Stacks of brightly colored microfiber cleaning cloths greet you as you enter Phyllis Yes’s exhibit of her paintings at The Water Tower, which premiered June 5th. Feel free to take one, but only if you promise to wash the floor, scrub the toilet, and do the laundry. Dusty does all that and more in Yes’s paintings of him, buck naked or wearing only a frilly apron.
The eleven 48-by-36-inch acrylic paintings in black, white, and grays, Dusty . . . at Home, reverse the roles the sexes have played out in society for centuries. The 83-year-old Yes, Dean Emerita of Humanities and former chair of the Art Department at Lewis and Clark College, has been saying no to gender stereotypes for decades in her paintings, sculptures, furniture, clothing, jewelry, and writing.

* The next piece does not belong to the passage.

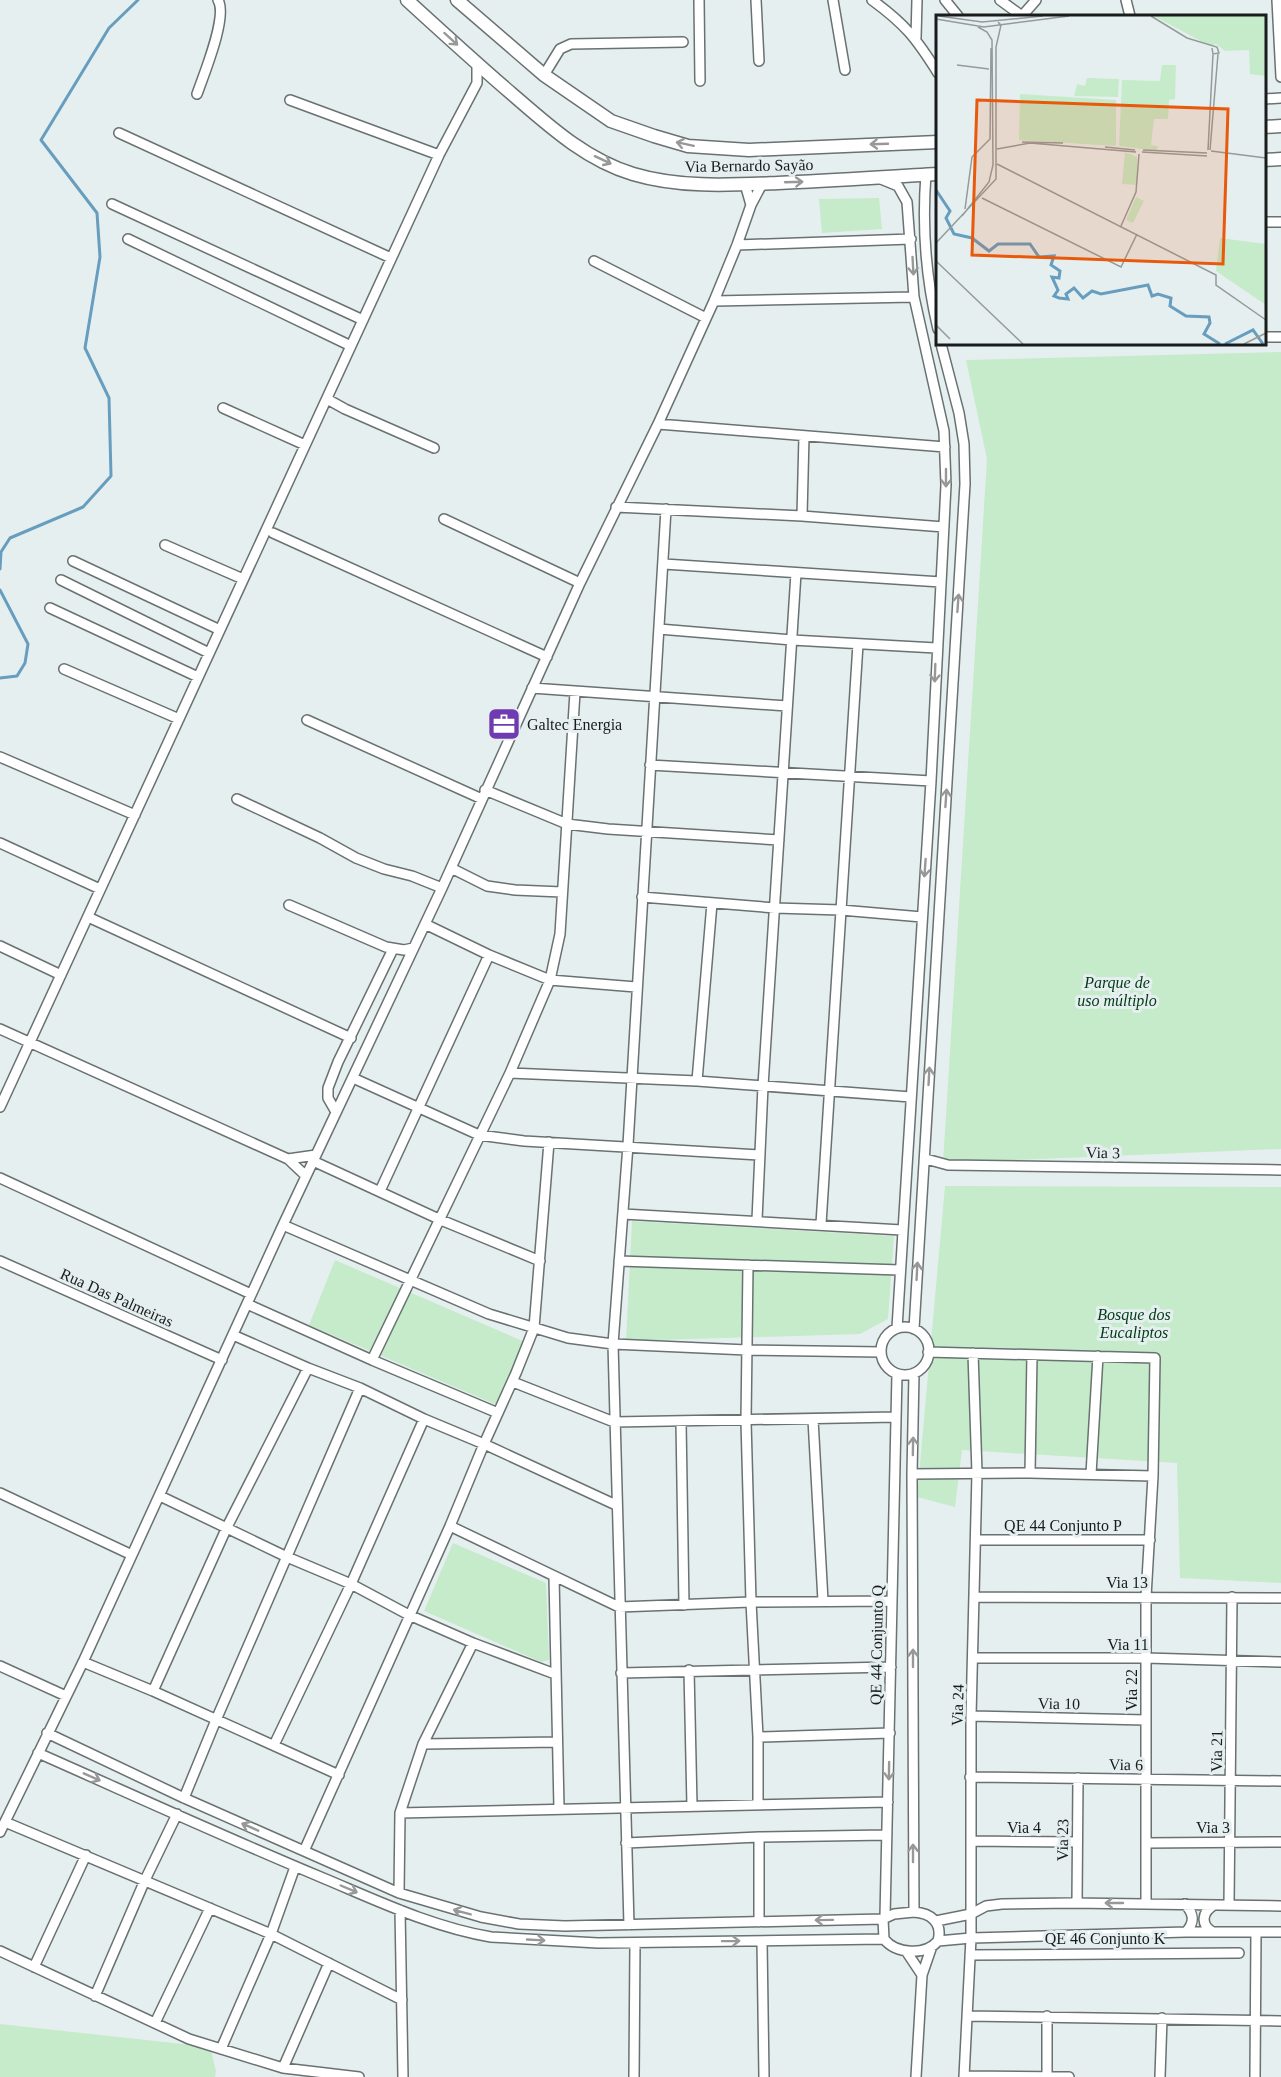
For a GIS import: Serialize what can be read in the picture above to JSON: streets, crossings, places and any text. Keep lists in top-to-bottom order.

There’s the famed lace-painted 1967 Porsche, PorShe (1984), and similarly adorned Mrs. Johnson’s Gun (1984); her decoratively painted saws, Untitled (1980); and ten paintings of dinner-table place settings with hand tools instead of silverware, Mixed Metaphors (1991). At 75, Yes wrote her first play, the dry-humored Good Morning, Miss America (2016), about a daughter from afar caring for her dementia-ridden mother and stepfather while dealing with family conflict, loosely based on her own experience. Portland’s CoHo Theater staged the world premiere of it in March 2018.
Yes’s visual art enjoys permanent collections in the Jordan Schnitzer Museum of Art and Portland Art Museum, among others; and in 1981 with New York’s Museum of Modern Art Lending Service. Her work has been shown throughout the United States and in Japan, Ethiopia, and Brazil.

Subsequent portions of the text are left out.